- [Exercise brief]
Each record below should be written out again exactly.

- [Dataset excerpts]
****************

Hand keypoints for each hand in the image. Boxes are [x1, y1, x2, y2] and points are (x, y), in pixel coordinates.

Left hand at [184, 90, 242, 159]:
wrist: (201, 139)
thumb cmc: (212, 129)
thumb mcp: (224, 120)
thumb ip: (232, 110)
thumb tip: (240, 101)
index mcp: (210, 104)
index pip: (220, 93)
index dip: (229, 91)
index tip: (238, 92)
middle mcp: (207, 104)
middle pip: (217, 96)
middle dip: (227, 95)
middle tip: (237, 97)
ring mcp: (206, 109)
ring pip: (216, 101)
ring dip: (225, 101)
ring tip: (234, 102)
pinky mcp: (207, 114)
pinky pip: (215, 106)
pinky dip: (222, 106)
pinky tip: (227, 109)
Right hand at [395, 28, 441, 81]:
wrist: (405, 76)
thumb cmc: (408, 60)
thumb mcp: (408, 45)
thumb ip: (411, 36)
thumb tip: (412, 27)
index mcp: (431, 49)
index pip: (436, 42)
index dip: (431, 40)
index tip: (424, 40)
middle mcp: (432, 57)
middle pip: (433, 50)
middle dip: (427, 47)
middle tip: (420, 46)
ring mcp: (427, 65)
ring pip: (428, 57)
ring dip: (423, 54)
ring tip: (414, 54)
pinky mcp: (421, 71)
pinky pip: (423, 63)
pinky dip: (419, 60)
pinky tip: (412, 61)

****************

- [Exercise answer]
Hand keypoints for each hand in the image. Boxes are [x1, y1, x2, y2] and points are (x, y), in pixel coordinates.

Left hand at [184, 90, 242, 159]:
wrist: (201, 139)
thumb cmc: (212, 129)
thumb mcp: (224, 120)
thumb ip: (232, 110)
thumb tip: (240, 101)
index mcp: (210, 104)
index pip: (220, 93)
index dip: (229, 91)
index tip: (238, 92)
middle mcp: (207, 104)
middle pip: (217, 96)
middle dip: (227, 95)
middle tip: (237, 97)
ring mcp: (206, 109)
ring pip: (216, 101)
ring dip: (225, 101)
ring tip: (234, 102)
pinky mcp: (207, 114)
pinky pip: (215, 106)
pinky dip: (222, 106)
pinky tip: (227, 109)
Right hand at [395, 28, 441, 81]:
wrist: (405, 76)
thumb cmc: (408, 60)
thumb mcp: (408, 45)
thumb ip: (411, 36)
thumb tip: (412, 27)
index mcp: (431, 49)
index pip: (436, 42)
index dip: (431, 40)
index tip: (424, 40)
middle mcp: (432, 57)
middle pip: (433, 50)
middle dip: (427, 47)
middle tip: (420, 46)
ring mcp: (427, 65)
ring pip: (428, 57)
ring dip: (423, 54)
ring tip: (414, 54)
pinky mcp: (421, 71)
pinky pip: (423, 63)
pinky dip: (419, 60)
pinky tip: (412, 61)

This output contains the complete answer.